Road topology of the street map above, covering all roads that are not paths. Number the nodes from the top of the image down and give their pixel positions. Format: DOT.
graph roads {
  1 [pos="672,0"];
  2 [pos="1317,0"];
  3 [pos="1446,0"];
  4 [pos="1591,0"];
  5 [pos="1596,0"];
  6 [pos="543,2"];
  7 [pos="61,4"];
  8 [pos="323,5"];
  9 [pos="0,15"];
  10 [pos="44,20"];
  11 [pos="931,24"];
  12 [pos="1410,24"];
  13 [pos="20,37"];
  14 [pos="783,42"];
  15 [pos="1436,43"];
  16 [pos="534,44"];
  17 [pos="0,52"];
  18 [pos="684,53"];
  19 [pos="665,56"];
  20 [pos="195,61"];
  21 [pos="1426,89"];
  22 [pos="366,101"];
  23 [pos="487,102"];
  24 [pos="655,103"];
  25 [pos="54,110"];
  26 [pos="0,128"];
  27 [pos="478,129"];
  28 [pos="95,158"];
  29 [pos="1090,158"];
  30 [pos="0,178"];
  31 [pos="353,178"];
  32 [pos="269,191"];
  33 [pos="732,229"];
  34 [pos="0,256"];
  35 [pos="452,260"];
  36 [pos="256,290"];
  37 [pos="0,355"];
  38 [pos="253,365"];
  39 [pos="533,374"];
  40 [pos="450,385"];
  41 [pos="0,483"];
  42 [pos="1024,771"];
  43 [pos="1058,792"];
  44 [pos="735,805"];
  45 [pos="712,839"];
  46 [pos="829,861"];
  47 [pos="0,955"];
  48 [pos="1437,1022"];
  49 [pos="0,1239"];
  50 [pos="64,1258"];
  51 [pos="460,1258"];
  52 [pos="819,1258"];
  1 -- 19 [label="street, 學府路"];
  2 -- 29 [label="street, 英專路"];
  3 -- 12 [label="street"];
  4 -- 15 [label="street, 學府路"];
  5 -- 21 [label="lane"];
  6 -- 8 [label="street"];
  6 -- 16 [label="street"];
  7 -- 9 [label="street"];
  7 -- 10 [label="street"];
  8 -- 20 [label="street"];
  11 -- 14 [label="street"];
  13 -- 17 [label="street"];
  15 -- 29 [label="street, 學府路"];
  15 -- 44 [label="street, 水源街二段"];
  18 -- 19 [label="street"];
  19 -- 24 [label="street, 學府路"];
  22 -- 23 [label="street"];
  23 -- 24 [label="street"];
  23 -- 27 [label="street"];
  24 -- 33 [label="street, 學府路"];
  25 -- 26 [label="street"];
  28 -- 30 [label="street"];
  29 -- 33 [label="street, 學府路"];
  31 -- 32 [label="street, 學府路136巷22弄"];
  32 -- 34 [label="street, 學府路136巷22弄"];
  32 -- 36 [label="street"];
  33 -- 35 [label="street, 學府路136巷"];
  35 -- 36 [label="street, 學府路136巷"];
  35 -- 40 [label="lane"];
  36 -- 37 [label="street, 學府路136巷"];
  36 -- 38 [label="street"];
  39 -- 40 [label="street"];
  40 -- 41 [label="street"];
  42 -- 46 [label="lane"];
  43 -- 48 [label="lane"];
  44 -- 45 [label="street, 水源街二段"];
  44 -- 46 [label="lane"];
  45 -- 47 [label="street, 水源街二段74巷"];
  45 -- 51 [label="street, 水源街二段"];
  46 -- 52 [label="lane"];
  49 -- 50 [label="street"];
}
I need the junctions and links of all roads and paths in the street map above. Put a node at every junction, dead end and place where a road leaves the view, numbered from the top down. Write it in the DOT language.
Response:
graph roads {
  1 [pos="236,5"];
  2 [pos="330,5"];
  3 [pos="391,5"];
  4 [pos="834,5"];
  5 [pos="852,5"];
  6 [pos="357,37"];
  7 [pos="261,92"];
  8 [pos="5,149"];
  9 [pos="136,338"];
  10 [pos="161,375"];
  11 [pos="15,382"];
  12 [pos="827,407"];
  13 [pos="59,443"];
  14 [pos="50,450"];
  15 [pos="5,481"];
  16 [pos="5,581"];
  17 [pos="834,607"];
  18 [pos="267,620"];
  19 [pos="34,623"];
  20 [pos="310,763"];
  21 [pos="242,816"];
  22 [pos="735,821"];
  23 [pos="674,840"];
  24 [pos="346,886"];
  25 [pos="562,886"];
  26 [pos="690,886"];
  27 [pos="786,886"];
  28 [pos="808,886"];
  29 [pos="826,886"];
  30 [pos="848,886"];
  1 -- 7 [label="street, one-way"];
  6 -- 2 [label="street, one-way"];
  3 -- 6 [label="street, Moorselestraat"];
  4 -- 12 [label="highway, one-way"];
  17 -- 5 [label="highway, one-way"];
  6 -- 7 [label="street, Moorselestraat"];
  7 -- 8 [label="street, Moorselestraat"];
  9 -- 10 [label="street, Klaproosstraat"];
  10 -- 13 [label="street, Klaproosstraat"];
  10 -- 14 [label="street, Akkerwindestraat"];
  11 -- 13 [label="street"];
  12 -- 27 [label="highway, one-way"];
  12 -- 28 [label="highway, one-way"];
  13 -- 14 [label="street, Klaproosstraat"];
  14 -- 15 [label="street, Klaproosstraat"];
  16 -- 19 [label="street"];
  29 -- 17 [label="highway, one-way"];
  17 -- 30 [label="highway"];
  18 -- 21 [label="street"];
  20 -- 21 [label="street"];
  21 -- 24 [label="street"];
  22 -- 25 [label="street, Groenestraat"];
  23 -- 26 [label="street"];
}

--------------------------------------------------

▶ _Work request_
Write out all the entries exactly.

▶ _Task answer_
Road topology of the street map above, covering all roads that are not paths. Number the nodes from the top of the image down and give their pixel positions. Format: DOT.
graph roads {
  1 [pos="672,0"];
  2 [pos="1317,0"];
  3 [pos="1446,0"];
  4 [pos="1591,0"];
  5 [pos="1596,0"];
  6 [pos="543,2"];
  7 [pos="61,4"];
  8 [pos="323,5"];
  9 [pos="0,15"];
  10 [pos="44,20"];
  11 [pos="931,24"];
  12 [pos="1410,24"];
  13 [pos="20,37"];
  14 [pos="783,42"];
  15 [pos="1436,43"];
  16 [pos="534,44"];
  17 [pos="0,52"];
  18 [pos="684,53"];
  19 [pos="665,56"];
  20 [pos="195,61"];
  21 [pos="1426,89"];
  22 [pos="366,101"];
  23 [pos="487,102"];
  24 [pos="655,103"];
  25 [pos="54,110"];
  26 [pos="0,128"];
  27 [pos="478,129"];
  28 [pos="95,158"];
  29 [pos="1090,158"];
  30 [pos="0,178"];
  31 [pos="353,178"];
  32 [pos="269,191"];
  33 [pos="732,229"];
  34 [pos="0,256"];
  35 [pos="452,260"];
  36 [pos="256,290"];
  37 [pos="0,355"];
  38 [pos="253,365"];
  39 [pos="533,374"];
  40 [pos="450,385"];
  41 [pos="0,483"];
  42 [pos="1024,771"];
  43 [pos="1058,792"];
  44 [pos="735,805"];
  45 [pos="712,839"];
  46 [pos="829,861"];
  47 [pos="0,955"];
  48 [pos="1437,1022"];
  49 [pos="0,1239"];
  50 [pos="64,1258"];
  51 [pos="460,1258"];
  52 [pos="819,1258"];
  1 -- 19 [label="street, 學府路"];
  2 -- 29 [label="street, 英專路"];
  3 -- 12 [label="street"];
  4 -- 15 [label="street, 學府路"];
  5 -- 21 [label="lane"];
  6 -- 8 [label="street"];
  6 -- 16 [label="street"];
  7 -- 9 [label="street"];
  7 -- 10 [label="street"];
  8 -- 20 [label="street"];
  11 -- 14 [label="street"];
  13 -- 17 [label="street"];
  15 -- 29 [label="street, 學府路"];
  15 -- 44 [label="street, 水源街二段"];
  18 -- 19 [label="street"];
  19 -- 24 [label="street, 學府路"];
  22 -- 23 [label="street"];
  23 -- 24 [label="street"];
  23 -- 27 [label="street"];
  24 -- 33 [label="street, 學府路"];
  25 -- 26 [label="street"];
  28 -- 30 [label="street"];
  29 -- 33 [label="street, 學府路"];
  31 -- 32 [label="street, 學府路136巷22弄"];
  32 -- 34 [label="street, 學府路136巷22弄"];
  32 -- 36 [label="street"];
  33 -- 35 [label="street, 學府路136巷"];
  35 -- 36 [label="street, 學府路136巷"];
  35 -- 40 [label="lane"];
  36 -- 37 [label="street, 學府路136巷"];
  36 -- 38 [label="street"];
  39 -- 40 [label="street"];
  40 -- 41 [label="street"];
  42 -- 46 [label="lane"];
  43 -- 48 [label="lane"];
  44 -- 45 [label="street, 水源街二段"];
  44 -- 46 [label="lane"];
  45 -- 47 [label="street, 水源街二段74巷"];
  45 -- 51 [label="street, 水源街二段"];
  46 -- 52 [label="lane"];
  49 -- 50 [label="street"];
}
I need the junctions and links of all roads and paths in the street map above. Put a node at every junction, dead end and place where a road leaves the view, numbered from the top down. Write it in the DOT language.
Response:
graph roads {
  1 [pos="236,5"];
  2 [pos="330,5"];
  3 [pos="391,5"];
  4 [pos="834,5"];
  5 [pos="852,5"];
  6 [pos="357,37"];
  7 [pos="261,92"];
  8 [pos="5,149"];
  9 [pos="136,338"];
  10 [pos="161,375"];
  11 [pos="15,382"];
  12 [pos="827,407"];
  13 [pos="59,443"];
  14 [pos="50,450"];
  15 [pos="5,481"];
  16 [pos="5,581"];
  17 [pos="834,607"];
  18 [pos="267,620"];
  19 [pos="34,623"];
  20 [pos="310,763"];
  21 [pos="242,816"];
  22 [pos="735,821"];
  23 [pos="674,840"];
  24 [pos="346,886"];
  25 [pos="562,886"];
  26 [pos="690,886"];
  27 [pos="786,886"];
  28 [pos="808,886"];
  29 [pos="826,886"];
  30 [pos="848,886"];
  1 -- 7 [label="street, one-way"];
  6 -- 2 [label="street, one-way"];
  3 -- 6 [label="street, Moorselestraat"];
  4 -- 12 [label="highway, one-way"];
  17 -- 5 [label="highway, one-way"];
  6 -- 7 [label="street, Moorselestraat"];
  7 -- 8 [label="street, Moorselestraat"];
  9 -- 10 [label="street, Klaproosstraat"];
  10 -- 13 [label="street, Klaproosstraat"];
  10 -- 14 [label="street, Akkerwindestraat"];
  11 -- 13 [label="street"];
  12 -- 27 [label="highway, one-way"];
  12 -- 28 [label="highway, one-way"];
  13 -- 14 [label="street, Klaproosstraat"];
  14 -- 15 [label="street, Klaproosstraat"];
  16 -- 19 [label="street"];
  29 -- 17 [label="highway, one-way"];
  17 -- 30 [label="highway"];
  18 -- 21 [label="street"];
  20 -- 21 [label="street"];
  21 -- 24 [label="street"];
  22 -- 25 [label="street, Groenestraat"];
  23 -- 26 [label="street"];
}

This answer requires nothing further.